I heard the word hate today and I thought they hated me.
God please take me to the place where I can remain free
If mommy and daddy can't get along, how am I to deal.
Without these precious moments, they tend to steal.

I cry myself to sleep at night, I feel it's all my fault.
When all I needed from them was everything they taught.
Now I know how to fight, and how to really hate
When that is all I hear from them, it's anger they create.

I hope that one day when I have kids, all I show them is Love
Not the anger from mommy and daddy, and how push comes to shove.

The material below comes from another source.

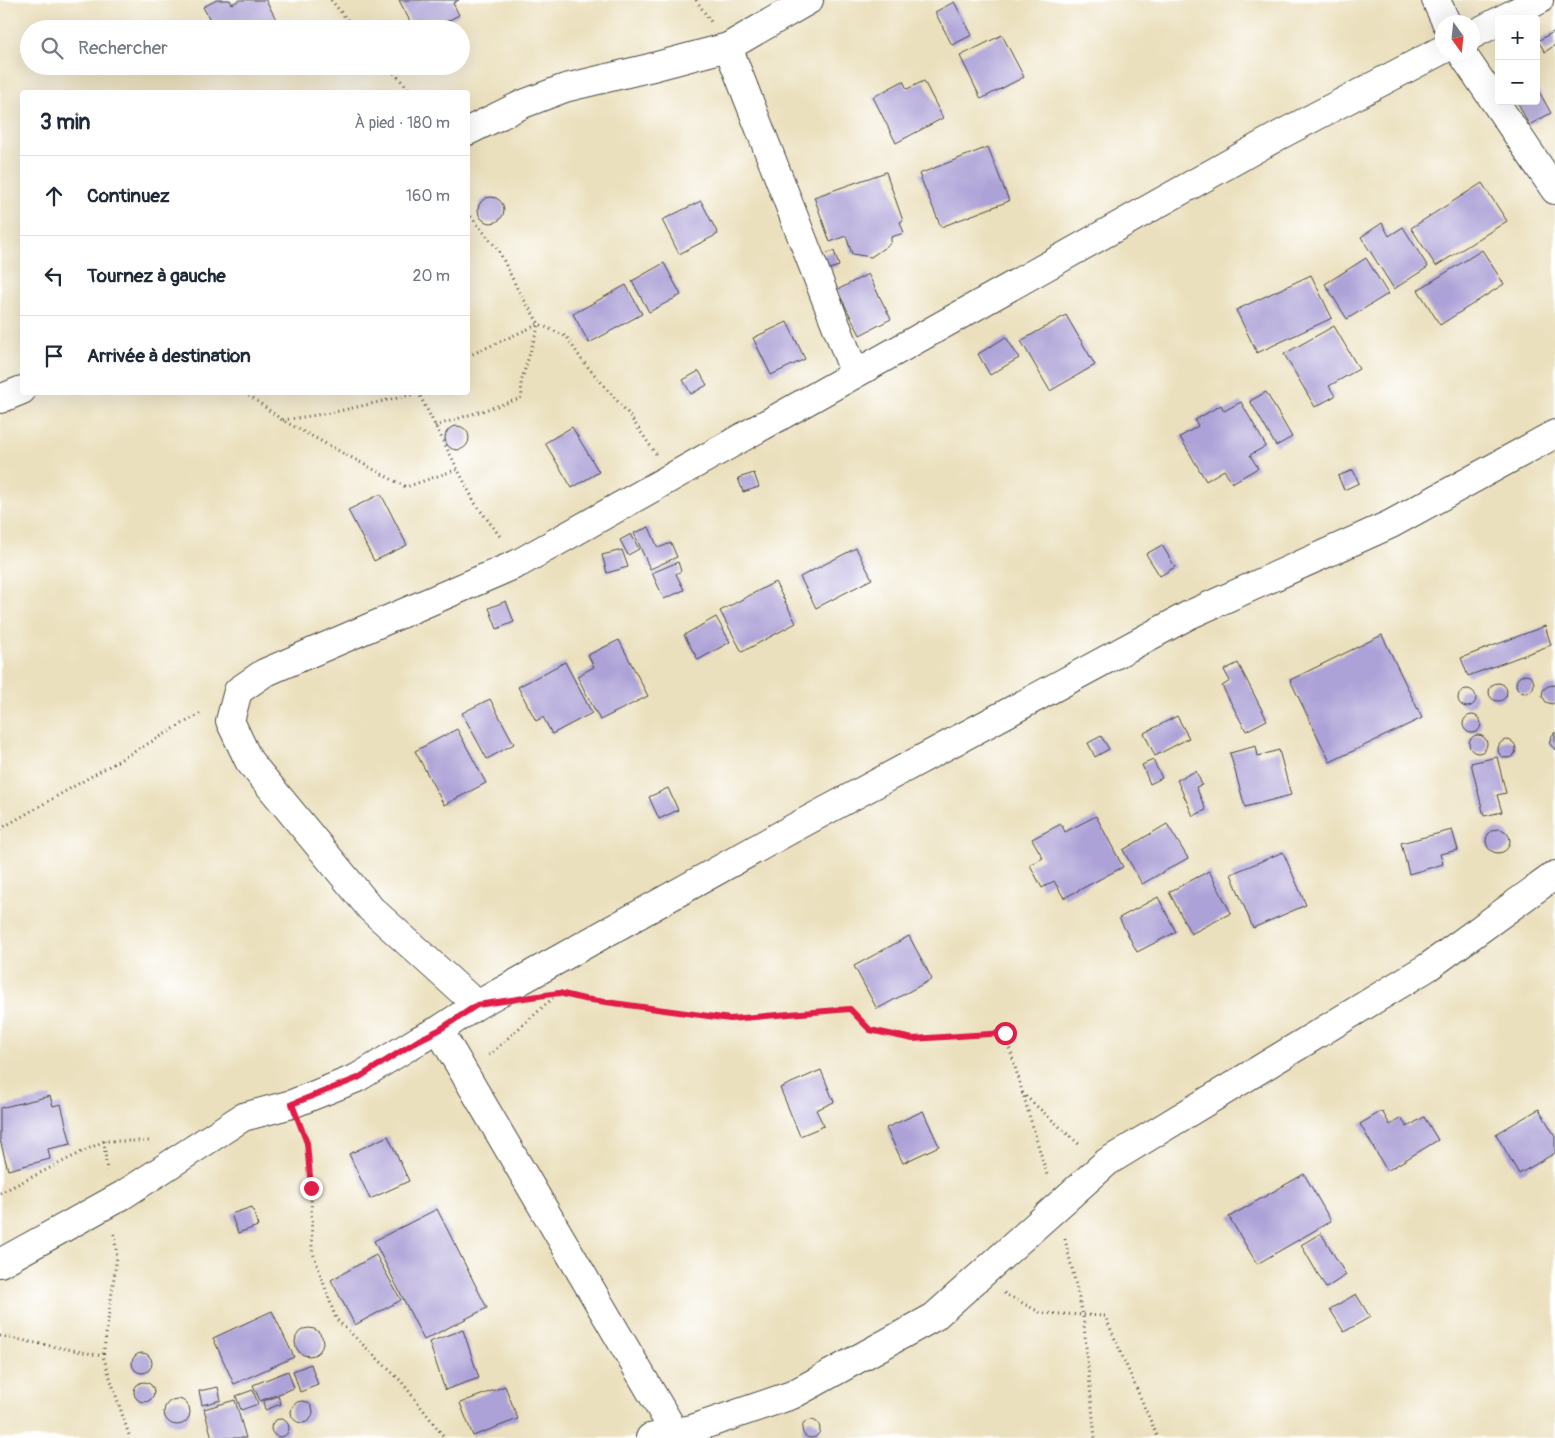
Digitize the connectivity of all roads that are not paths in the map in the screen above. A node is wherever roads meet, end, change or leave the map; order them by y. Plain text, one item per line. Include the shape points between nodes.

When the Judge ask me what I want, This will be my Reply
"I want my family once again,to never tell a lie.
I want the love that they once shared, to filter into me,
I want them to understand, it's both of them I want to see,

I want the fighting to stop, and love begin again.
I want the custody battle over, I want it all to end".




Lisa Parker
06/06/2003
 


HomeGuru

Senior Member
Thank you for your wonderful prose.

Your plight reminds me somewhat of the song Sad Lisa by Cat Stevens.
 
My children and I are always talking about feelings and emotions. I love to write poetry and so does my daughter. She is twelve and the only one of my children that I am having to fight for. I have tried so many times to come to an agreement with her father and he is always refusing them but yet he will say that I know you want to be with your mom. My daughter has asked us so many times to please come to an agreement and all we ever come to is an argument. I know how hard it has to be on her. I, like her wish her father and I could get along at least long enough to end all this bickering. God Bless us all that are going thru what seems like total emotional turmoil but especially all of our beautiful children.